━━━━━ Dataset excerpts ━━━━━

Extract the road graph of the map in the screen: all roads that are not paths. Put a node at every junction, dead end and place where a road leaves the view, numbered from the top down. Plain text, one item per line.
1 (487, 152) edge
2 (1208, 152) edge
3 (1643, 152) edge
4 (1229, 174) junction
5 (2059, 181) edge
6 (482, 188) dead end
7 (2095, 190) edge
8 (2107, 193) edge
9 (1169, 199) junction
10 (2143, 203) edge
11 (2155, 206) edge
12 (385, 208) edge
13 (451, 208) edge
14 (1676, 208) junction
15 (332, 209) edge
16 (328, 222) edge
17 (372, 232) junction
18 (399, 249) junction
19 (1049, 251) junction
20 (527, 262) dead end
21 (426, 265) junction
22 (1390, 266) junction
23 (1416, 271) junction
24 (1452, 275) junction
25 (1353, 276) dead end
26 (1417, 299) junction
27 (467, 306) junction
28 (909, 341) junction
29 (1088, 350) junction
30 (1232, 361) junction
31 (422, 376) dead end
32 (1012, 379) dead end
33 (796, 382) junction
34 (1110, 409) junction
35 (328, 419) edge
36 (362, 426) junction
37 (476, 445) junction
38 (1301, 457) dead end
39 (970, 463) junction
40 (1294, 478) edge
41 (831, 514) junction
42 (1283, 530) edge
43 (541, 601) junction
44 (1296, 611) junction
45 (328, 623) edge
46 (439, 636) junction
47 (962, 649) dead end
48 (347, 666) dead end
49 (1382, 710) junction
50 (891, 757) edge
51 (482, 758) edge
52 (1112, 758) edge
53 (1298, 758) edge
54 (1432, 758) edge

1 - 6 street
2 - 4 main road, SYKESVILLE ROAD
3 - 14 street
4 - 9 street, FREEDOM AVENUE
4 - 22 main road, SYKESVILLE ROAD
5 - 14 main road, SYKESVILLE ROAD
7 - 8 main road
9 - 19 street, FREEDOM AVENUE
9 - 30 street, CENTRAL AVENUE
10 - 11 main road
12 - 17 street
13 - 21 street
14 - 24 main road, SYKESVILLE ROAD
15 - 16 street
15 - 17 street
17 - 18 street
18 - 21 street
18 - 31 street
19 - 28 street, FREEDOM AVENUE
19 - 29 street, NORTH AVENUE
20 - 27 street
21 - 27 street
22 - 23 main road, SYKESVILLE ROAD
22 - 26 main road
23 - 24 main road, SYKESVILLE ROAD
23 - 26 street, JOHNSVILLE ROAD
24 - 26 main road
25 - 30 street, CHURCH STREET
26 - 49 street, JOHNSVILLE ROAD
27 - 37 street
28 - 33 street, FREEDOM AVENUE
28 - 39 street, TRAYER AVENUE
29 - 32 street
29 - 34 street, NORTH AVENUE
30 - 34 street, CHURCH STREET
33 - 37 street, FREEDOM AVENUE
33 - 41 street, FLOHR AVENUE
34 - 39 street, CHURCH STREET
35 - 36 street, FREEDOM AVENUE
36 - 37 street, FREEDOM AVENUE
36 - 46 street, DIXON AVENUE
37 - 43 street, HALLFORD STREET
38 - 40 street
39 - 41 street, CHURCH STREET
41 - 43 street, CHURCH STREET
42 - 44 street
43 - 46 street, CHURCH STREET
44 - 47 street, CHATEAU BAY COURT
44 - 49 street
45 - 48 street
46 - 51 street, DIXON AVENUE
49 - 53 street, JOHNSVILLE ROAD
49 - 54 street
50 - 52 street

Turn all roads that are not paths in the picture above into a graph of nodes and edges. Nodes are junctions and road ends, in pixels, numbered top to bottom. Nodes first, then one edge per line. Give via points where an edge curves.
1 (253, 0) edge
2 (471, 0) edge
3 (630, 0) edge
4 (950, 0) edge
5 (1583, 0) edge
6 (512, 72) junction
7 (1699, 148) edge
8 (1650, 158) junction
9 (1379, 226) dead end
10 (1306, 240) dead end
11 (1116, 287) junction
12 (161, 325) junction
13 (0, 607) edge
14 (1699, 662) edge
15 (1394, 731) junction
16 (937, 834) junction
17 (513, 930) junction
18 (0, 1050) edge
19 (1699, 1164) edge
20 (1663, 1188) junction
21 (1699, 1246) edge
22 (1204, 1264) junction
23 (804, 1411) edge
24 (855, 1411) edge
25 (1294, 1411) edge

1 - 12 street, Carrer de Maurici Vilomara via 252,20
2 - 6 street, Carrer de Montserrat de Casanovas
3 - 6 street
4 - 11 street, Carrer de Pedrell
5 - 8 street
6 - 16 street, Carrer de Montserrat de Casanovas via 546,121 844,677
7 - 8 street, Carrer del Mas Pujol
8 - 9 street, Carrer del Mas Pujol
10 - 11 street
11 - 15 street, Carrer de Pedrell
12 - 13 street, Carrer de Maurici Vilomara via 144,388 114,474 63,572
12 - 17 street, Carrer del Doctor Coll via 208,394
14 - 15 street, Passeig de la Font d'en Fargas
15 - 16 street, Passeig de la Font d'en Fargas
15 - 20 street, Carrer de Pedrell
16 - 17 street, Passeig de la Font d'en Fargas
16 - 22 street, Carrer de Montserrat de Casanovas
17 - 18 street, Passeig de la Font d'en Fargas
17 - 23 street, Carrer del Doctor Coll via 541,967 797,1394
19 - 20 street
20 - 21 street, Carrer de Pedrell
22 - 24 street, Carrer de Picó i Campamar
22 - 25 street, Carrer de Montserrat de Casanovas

━━━━━

[Your instructions] Among the lines of the records, copy out each one that contains the word "DIXON".

[Written answer]
36 - 46 street, DIXON AVENUE
46 - 51 street, DIXON AVENUE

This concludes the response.